▶ **Activity**
Setting aside any pictures, reproduce the data exactly.

▶ **Records from a collection**
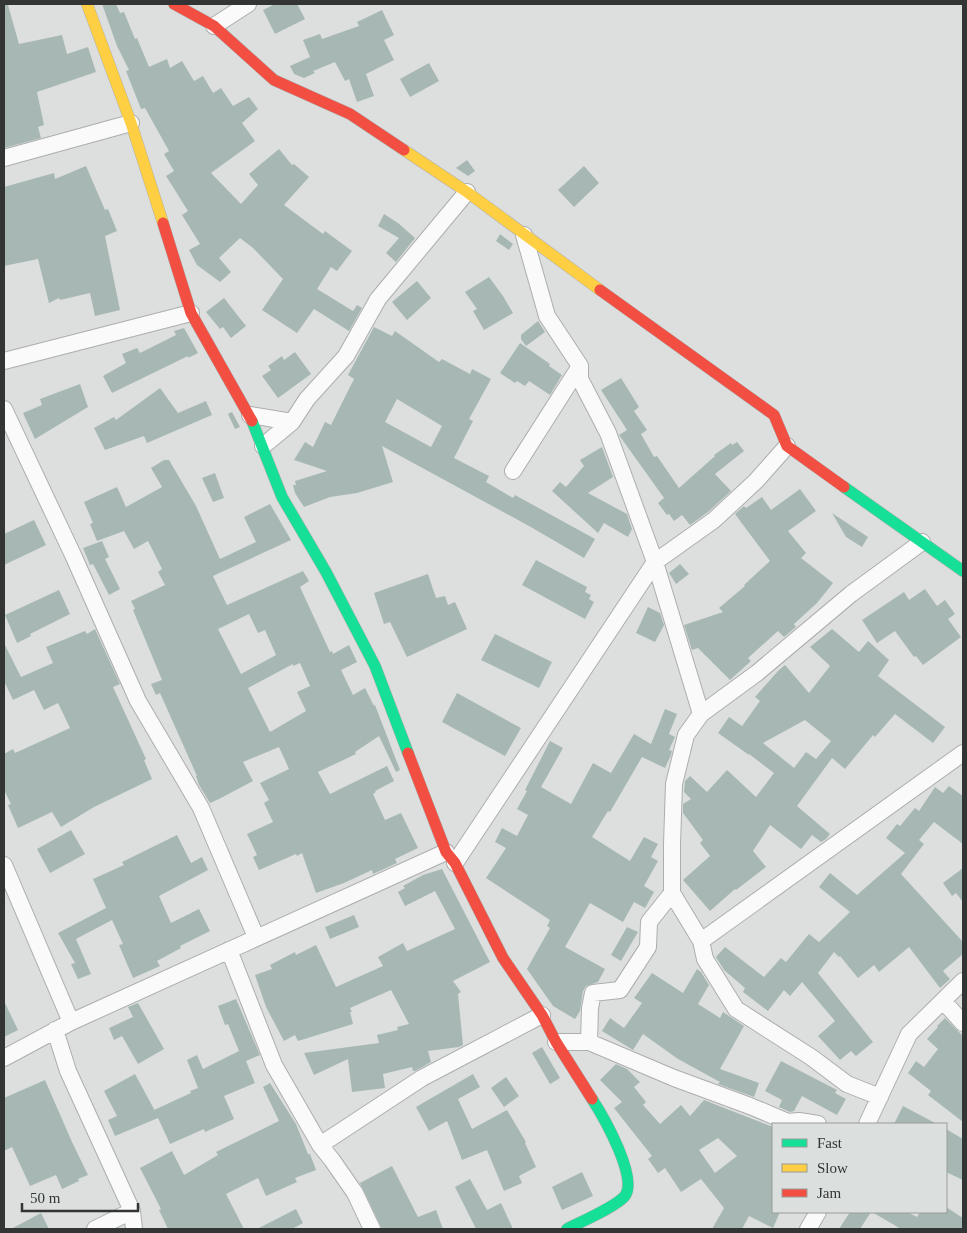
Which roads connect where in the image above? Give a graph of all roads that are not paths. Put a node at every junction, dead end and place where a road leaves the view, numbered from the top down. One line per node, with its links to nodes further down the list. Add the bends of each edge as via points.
1 (87, 4): 5 (street)
2 (174, 4): 4 (street)
3 (248, 4): 4 (street)
4 (214, 26): 7 (street, via 274,80 350,114)
5 (131, 123): 6 (street); 9 (street)
6 (4, 158)
7 (468, 192): 8 (street); 14 (street, via 378,299 346,356 307,399)
8 (524, 235): 11 (street, via 547,316); 16 (street, via 774,415)
9 (191, 313): 10 (street); 13 (street)
10 (4, 362)
11 (580, 366): 17 (street); 19 (street, via 580,379 608,433)
12 (4, 409): 26 (street, via 138,701 201,808)
13 (250, 415): 14 (street); 15 (street)
14 (292, 422): 15 (street)
15 (264, 446): 23 (street, via 282,496 375,666)
16 (787, 446): 18 (street); 19 (street, via 756,481 714,520)
17 (513, 471)
18 (922, 542): 20 (street); 21 (street, via 851,594 757,673)
19 (655, 562): 21 (street); 23 (street)
20 (963, 571)
21 (701, 714): 25 (street, via 686,735 674,784)
22 (963, 753): 27 (street)
23 (451, 858): 26 (street); 31 (street, via 503,958)
24 (4, 865): 32 (street)
25 (672, 893): 27 (street); 36 (street, via 649,922 648,947 620,990 593,994)
26 (256, 937): 28 (street)
27 (702, 942): 38 (street, via 705,959 736,1008 812,1057 847,1084)
28 (229, 950): 32 (street); 41 (street, via 274,1065)
29 (963, 981): 30 (street)
30 (943, 1001): 33 (street); 38 (street, via 909,1034)
31 (542, 1015): 35 (street); 41 (street, via 422,1078)
32 (71, 1022): 34 (street)
33 (963, 1023)
34 (55, 1030): 37 (street); 42 (street, via 68,1071)
35 (556, 1042): 36 (street); 47 (street, via 609,1126 629,1185 625,1196 614,1204)
36 (589, 1042): 39 (street, via 788,1122)
37 (4, 1058)
38 (880, 1096): 40 (street)
39 (812, 1123)
40 (867, 1123)
41 (320, 1145): 46 (street, via 355,1193)
42 (132, 1211): 44 (street); 45 (street)
43 (817, 1213): 48 (street)
44 (95, 1229)
45 (134, 1229)
46 (372, 1229)
47 (567, 1229)
48 (808, 1229)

▶ **Solution below**
Which roads connect where in the image above? Give a graph of all roads that are not paths. Put a node at every junction, dead end and place where a road leaves the view, numbered from the top down. One line per node, with its links to nodes further down the list. Add the bends of each edge as via points.
1 (87, 4): 5 (street)
2 (174, 4): 4 (street)
3 (248, 4): 4 (street)
4 (214, 26): 7 (street, via 274,80 350,114)
5 (131, 123): 6 (street); 9 (street)
6 (4, 158)
7 (468, 192): 8 (street); 14 (street, via 378,299 346,356 307,399)
8 (524, 235): 11 (street, via 547,316); 16 (street, via 774,415)
9 (191, 313): 10 (street); 13 (street)
10 (4, 362)
11 (580, 366): 17 (street); 19 (street, via 580,379 608,433)
12 (4, 409): 26 (street, via 138,701 201,808)
13 (250, 415): 14 (street); 15 (street)
14 (292, 422): 15 (street)
15 (264, 446): 23 (street, via 282,496 375,666)
16 (787, 446): 18 (street); 19 (street, via 756,481 714,520)
17 (513, 471)
18 (922, 542): 20 (street); 21 (street, via 851,594 757,673)
19 (655, 562): 21 (street); 23 (street)
20 (963, 571)
21 (701, 714): 25 (street, via 686,735 674,784)
22 (963, 753): 27 (street)
23 (451, 858): 26 (street); 31 (street, via 503,958)
24 (4, 865): 32 (street)
25 (672, 893): 27 (street); 36 (street, via 649,922 648,947 620,990 593,994)
26 (256, 937): 28 (street)
27 (702, 942): 38 (street, via 705,959 736,1008 812,1057 847,1084)
28 (229, 950): 32 (street); 41 (street, via 274,1065)
29 (963, 981): 30 (street)
30 (943, 1001): 33 (street); 38 (street, via 909,1034)
31 (542, 1015): 35 (street); 41 (street, via 422,1078)
32 (71, 1022): 34 (street)
33 (963, 1023)
34 (55, 1030): 37 (street); 42 (street, via 68,1071)
35 (556, 1042): 36 (street); 47 (street, via 609,1126 629,1185 625,1196 614,1204)
36 (589, 1042): 39 (street, via 788,1122)
37 (4, 1058)
38 (880, 1096): 40 (street)
39 (812, 1123)
40 (867, 1123)
41 (320, 1145): 46 (street, via 355,1193)
42 (132, 1211): 44 (street); 45 (street)
43 (817, 1213): 48 (street)
44 (95, 1229)
45 (134, 1229)
46 (372, 1229)
47 (567, 1229)
48 (808, 1229)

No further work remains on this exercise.